たまたま女性を見かけないだけだという可能性に賭けていたんだけれど、やっぱり普通に男性率が高かったのか。……ふかふかの温かい椅子に座っているというのに再び俺の尻を悪寒が襲う。
するとまたしても俺の顔色を伺っていたのか、トライアンが付け加えた。
「恥ずかしながら私は妻と結婚する前はそれなりに遊んでいてね。妻と出会ってからは妻一筋だというのに、妻はヤキモチから使用人の採用を極力男性に絞っていたんだ。

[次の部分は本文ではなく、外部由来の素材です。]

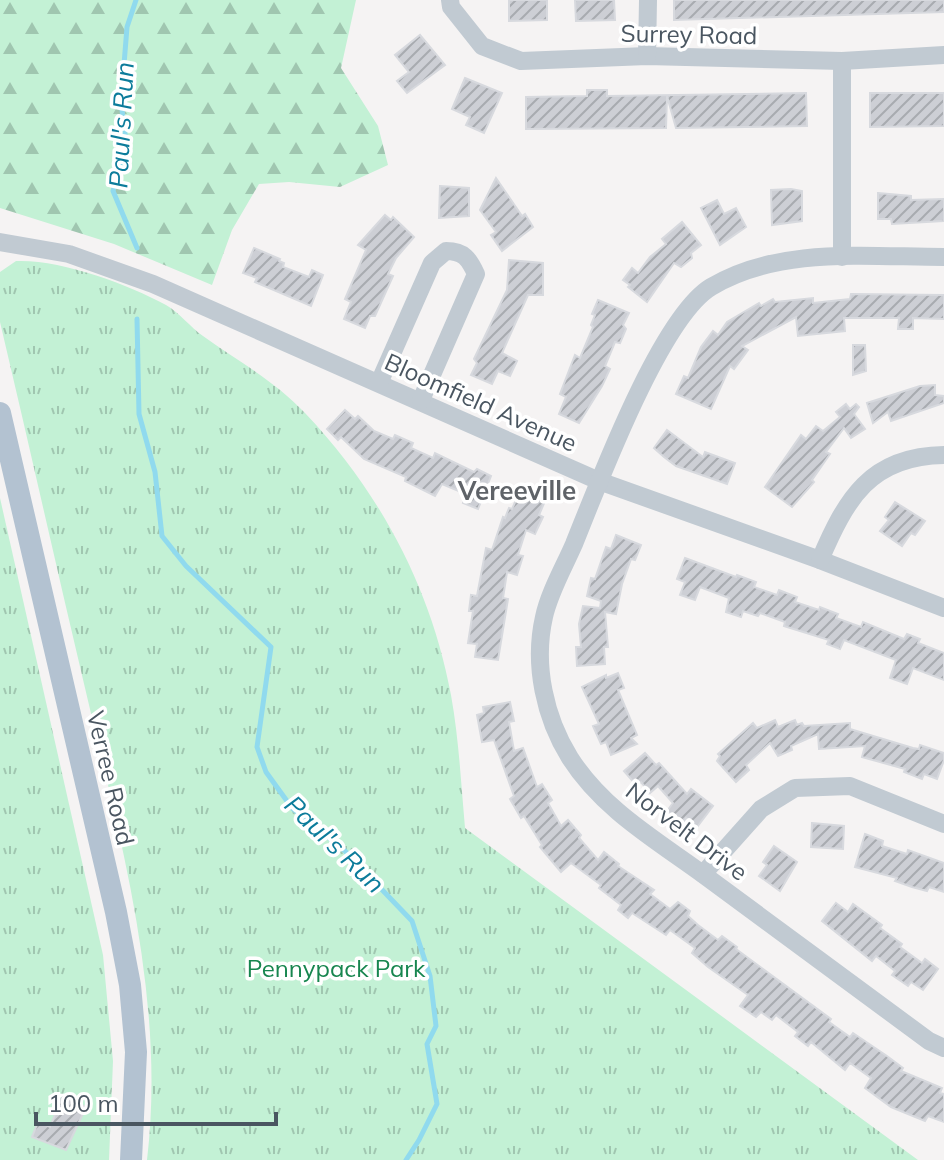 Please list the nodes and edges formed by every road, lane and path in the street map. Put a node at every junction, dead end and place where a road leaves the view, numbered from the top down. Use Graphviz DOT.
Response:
graph roads {
  1 [pos="648,0"];
  2 [pos="451,5"];
  3 [pos="944,55"];
  4 [pos="647,56"];
  5 [pos="842,61"];
  6 [pos="0,242"];
  7 [pos="842,257"];
  8 [pos="944,257"];
  9 [pos="379,383"];
  10 [pos="421,400"];
  11 [pos="0,413"];
  12 [pos="944,455"];
  13 [pos="599,481"];
  14 [pos="820,560"];
  15 [pos="944,608"];
  16 [pos="944,824"];
  17 [pos="703,874"];
  18 [pos="944,1048"];
  19 [pos="131,1160"];
  1 -- 4 [label="street"];
  2 -- 4 [label="street, Surrey Road"];
  3 -- 5 [label="street, Surrey Road"];
  4 -- 5 [label="street, Surrey Road"];
  5 -- 7 [label="street"];
  6 -- 9 [label="street, Bloomfield Avenue"];
  7 -- 8 [label="street, Norvelt Drive"];
  7 -- 13 [label="street, Norvelt Drive"];
  9 -- 10 [label="street, Bloomfield Avenue"];
  9 -- 10 [label="street"];
  10 -- 13 [label="street, Bloomfield Avenue"];
  11 -- 19 [label="main road, Verree Road"];
  12 -- 14 [label="street"];
  13 -- 14 [label="street, Bloomfield Avenue"];
  13 -- 17 [label="street, Norvelt Drive"];
  14 -- 15 [label="street, Bloomfield Avenue"];
  16 -- 17 [label="street"];
  17 -- 18 [label="street, Norvelt Drive"];
}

その妻が亡くなってからも使用人の入れ替わりがほとんどなくてね、今もこういう有様というわけさ」
傍らに控える執事アレックスが咳払いをするのを気にも止めず、トライアンが伯爵家の内情をぶっちゃけて肩をすくめた。本当にそれだけか? と思わなくもないけれど、人は信じたいことを信じるものなのだ。俺は信じる。信じるとも。

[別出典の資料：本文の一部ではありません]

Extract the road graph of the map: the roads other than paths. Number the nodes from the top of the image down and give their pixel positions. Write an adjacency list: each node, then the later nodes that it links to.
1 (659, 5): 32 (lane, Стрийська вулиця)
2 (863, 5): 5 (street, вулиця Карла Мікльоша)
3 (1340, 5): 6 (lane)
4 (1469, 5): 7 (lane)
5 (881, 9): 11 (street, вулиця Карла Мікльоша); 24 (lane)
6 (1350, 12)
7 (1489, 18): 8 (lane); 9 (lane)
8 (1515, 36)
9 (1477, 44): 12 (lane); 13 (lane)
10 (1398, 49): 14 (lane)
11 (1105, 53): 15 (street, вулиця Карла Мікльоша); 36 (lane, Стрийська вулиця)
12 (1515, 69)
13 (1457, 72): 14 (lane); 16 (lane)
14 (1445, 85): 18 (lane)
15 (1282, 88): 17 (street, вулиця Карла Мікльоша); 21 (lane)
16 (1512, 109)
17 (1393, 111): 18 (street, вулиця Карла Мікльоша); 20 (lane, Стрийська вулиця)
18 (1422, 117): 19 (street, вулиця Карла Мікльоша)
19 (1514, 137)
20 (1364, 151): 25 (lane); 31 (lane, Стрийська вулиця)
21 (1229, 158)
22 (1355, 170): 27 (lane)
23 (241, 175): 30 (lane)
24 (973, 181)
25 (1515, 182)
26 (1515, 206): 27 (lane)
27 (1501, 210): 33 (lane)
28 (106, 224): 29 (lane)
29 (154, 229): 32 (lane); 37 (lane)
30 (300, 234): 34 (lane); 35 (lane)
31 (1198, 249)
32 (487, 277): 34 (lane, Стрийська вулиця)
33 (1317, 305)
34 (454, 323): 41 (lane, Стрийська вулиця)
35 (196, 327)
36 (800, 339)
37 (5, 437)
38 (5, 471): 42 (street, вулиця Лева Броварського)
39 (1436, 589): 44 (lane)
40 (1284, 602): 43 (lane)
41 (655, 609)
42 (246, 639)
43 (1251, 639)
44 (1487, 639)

するとノンケのトライアンが、ふと思いついたようにポンと手を打つ。
「――そうだ。明日以降、君たちには監視付きで外出許可が降りるわけだが……監視の一人としてリアーネを付けてもいいだろうか。無論他にも護衛が同行するので君たちの手を煩わせることはないと約束しよう。リアーネ、君も同世代の男の子なら少しは刺激があるだろう?」
「ええっお父様!? わたくしは明日もニコラちゃんと二人でお部屋で――」
「ニ、ニコラはお外に行きたいな! お兄ちゃんも一緒に!」
リアーネに腕を抱かれたニコラがうわずった声をあげながら、俺に向かって片目をバシンバシンとウインクしている。どうやら俺を道連れにする気マンマンらしいけれど、念話を忘れるほどに必死なのか……。
「お兄、ちゃん……?」
そこで初めてリアーネが俺の方に顔を向けた。今までは眼中になかったんだよね。もちろん知っていたよ。